It is important to place an analysis of gender politics within
the broader geo-politics of Colombian society. According to Colombian
Senator Gloria Inés Ramírez of the center-left Democratic
Pole party, there are two realities for women in Colombia. There
is the official culture of non-discrimination reinforced by the
mainstream media. The media, she notes, focus on the fact that there
are women in positions of leadership in Colombia. In other words,
that there is political space for women and that women have access
to positions of power.
However, Ramírez points out that the reality for most women
is markedly different because they do not participate in these spaces.
“Equality is not just a numbers game and simply filling positions
with women does not guarantee policies that serve the interests
of women in general,” she states. “We are a patriarchal
and capitalist culture. We have to attack the problem on both of
these fronts.

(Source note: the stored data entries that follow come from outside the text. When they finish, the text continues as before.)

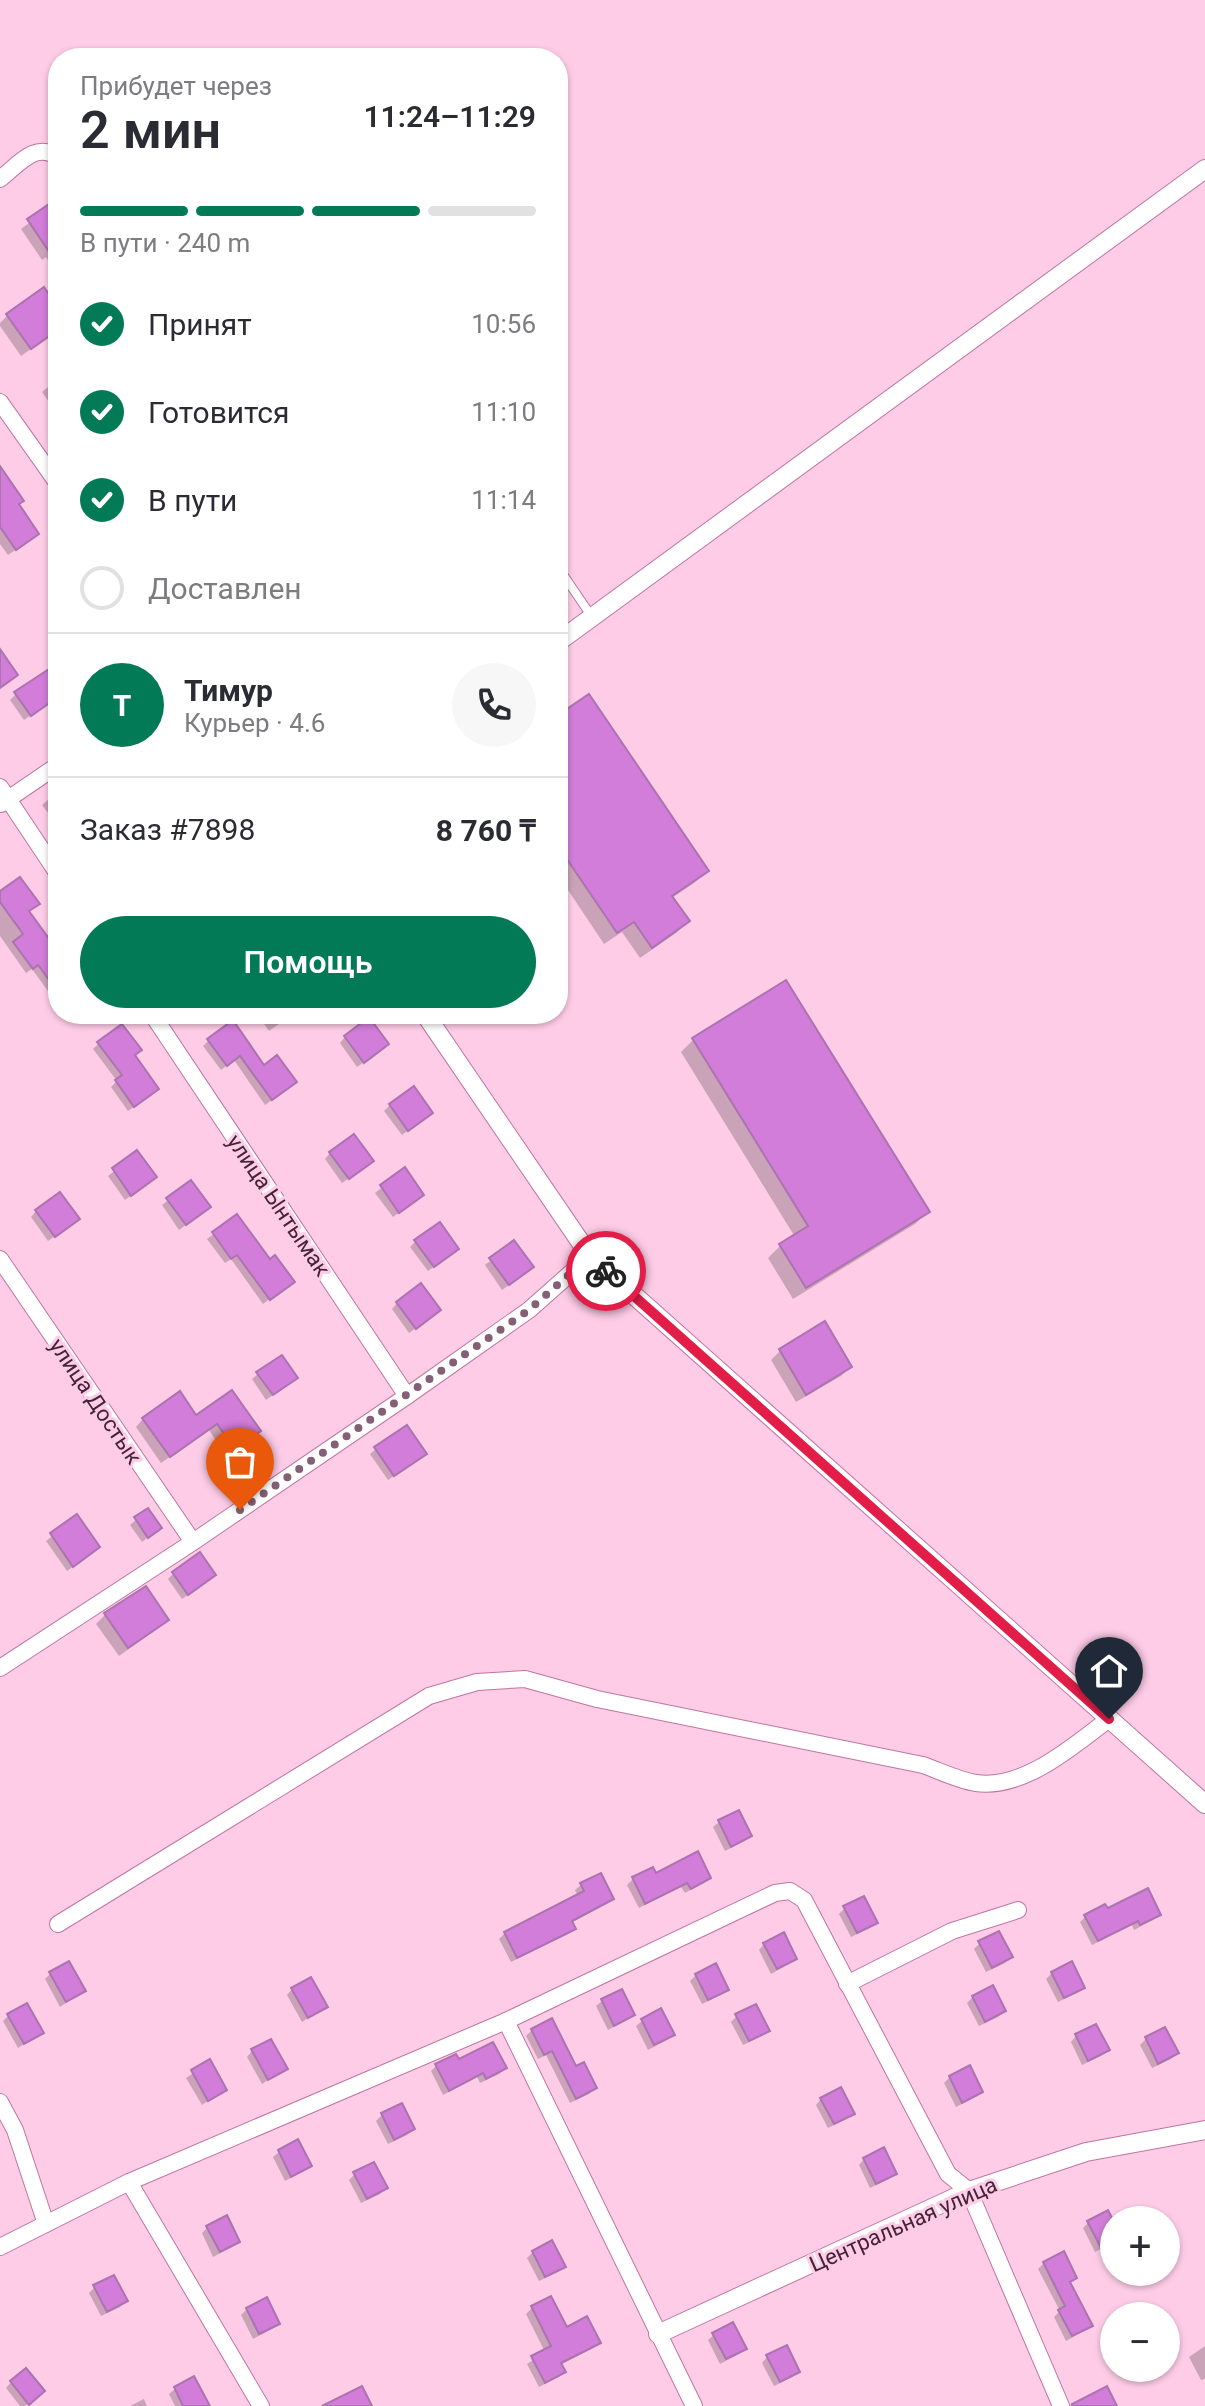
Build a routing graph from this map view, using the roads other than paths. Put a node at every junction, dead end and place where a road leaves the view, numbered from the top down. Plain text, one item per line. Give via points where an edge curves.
1 (48, 152) edge
2 (1205, 169) edge
3 (0, 179) edge
4 (0, 402) edge
5 (48, 470) edge
6 (568, 582) edge
7 (593, 618) junction
8 (568, 635) edge
9 (48, 771) edge
10 (3, 797) edge
11 (48, 860) edge
12 (159, 1024) edge
13 (432, 1024) edge
14 (590, 1256) junction
15 (0, 1259) edge
16 (407, 1396) junction
17 (193, 1542) junction
18 (0, 1668) edge
19 (1109, 1719) junction
20 (1205, 1804) edge
21 (1018, 1910) dead end
22 (58, 1924) dead end
23 (847, 1984) junction
24 (506, 2021) junction
25 (0, 2102) edge
26 (1205, 2130) edge
27 (129, 2182) junction
28 (969, 2191) junction
29 (46, 2224) junction
30 (0, 2247) edge
31 (658, 2334) junction
32 (261, 2406) edge
33 (694, 2406) edge
34 (1061, 2406) edge

1 - 3 street via 34,152
2 - 7 street
4 - 5 street
6 - 7 lane
7 - 8 street
9 - 10 street
10 - 11 street
12 - 16 street, улица Ынтымак
13 - 14 street
14 - 16 street via 529,1310
14 - 19 street
15 - 17 street, улица Достык
16 - 17 street
17 - 18 street
19 - 20 street
19 - 22 street via 1049,1763 1003,1782 974,1783 923,1765 597,1699 525,1679 477,1682 429,1696
21 - 23 street via 952,1931
23 - 24 street via 804,1900 790,1891 775,1893
23 - 28 street via 948,2174
24 - 27 street
24 - 31 street
25 - 29 street via 15,2130
26 - 28 street, Центральная улица via 1086,2152
27 - 29 street
27 - 32 street
28 - 31 street, Центральная улица
28 - 34 street
29 - 30 street
31 - 33 street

Education and participation play a crucial role in
this struggle.”
Ramírez notes that working on “women’s issues”
is still seen by many to be secondary to the “real”
political work of the country. This has led women to initiate critical
discussions within the party about which should come first, class
or gender. “We came to the conclusion, after an intense discussion,
that the focus should be class with a gender perspective. We shouldn’t
prioritize one over the other because both coincide in the conditions
of women and men, in the machista sphere and the patriarchal
order of society.”
In the capital Bogotá, Democratic Pole Mayor Luis Eduardo
“Lucho” Garzón initiated a large-scale campaign
called “Bogotá Without Indifference” to confront
poverty in the city. The elected mayor of Bogotá appoints
the local mayors of the 20 districts of the city known as localities.

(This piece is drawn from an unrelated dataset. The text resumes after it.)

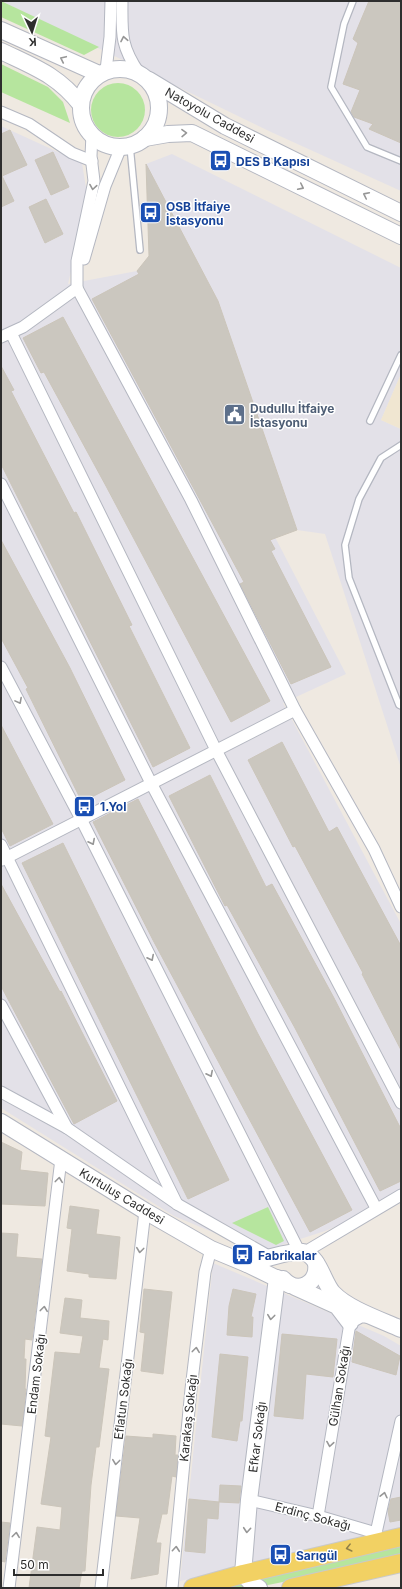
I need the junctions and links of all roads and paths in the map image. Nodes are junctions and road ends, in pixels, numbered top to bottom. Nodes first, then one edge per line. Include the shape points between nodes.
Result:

Garzón appointed women as local mayors in all 20 districts,
thereby giving women a prominent voice in the campaign and other
political issues.
In
the locality of Bosa in southern Bogotá, local mayor Jannethe
Jimenez has attempted to confront the high levels of poverty and
marginalization. This poverty ridden barrio, which has long been
ignored by both the Bogotá and national governments, is expanding
rapidly as displaced families arrive daily, exacerbating the problems
of crime and pollution. Approximately 80 percent of the community
survives by engaging in the informal economy. Jimenez’s administration
is working to legalize these entrepreneurial activities and to find
ways to give families legal title to the lands they have come to
occupy.
The plight of women in Bosa is particularly difficult as they face
the double burden of poverty and sexism. “This is a very macho
locality,” Jimenez notes. “There is intra-familial violence,
sexual violence, low levels of education, many women-headed households,
many single mothers and, because of the lack of education, many
men do not allow their wives to access family planning so they have
seven to ten children. Here, as we say on the security committee,
the ‘law of beer’ reigns supreme.”
The achievements of Jimenez’s administration are impressive.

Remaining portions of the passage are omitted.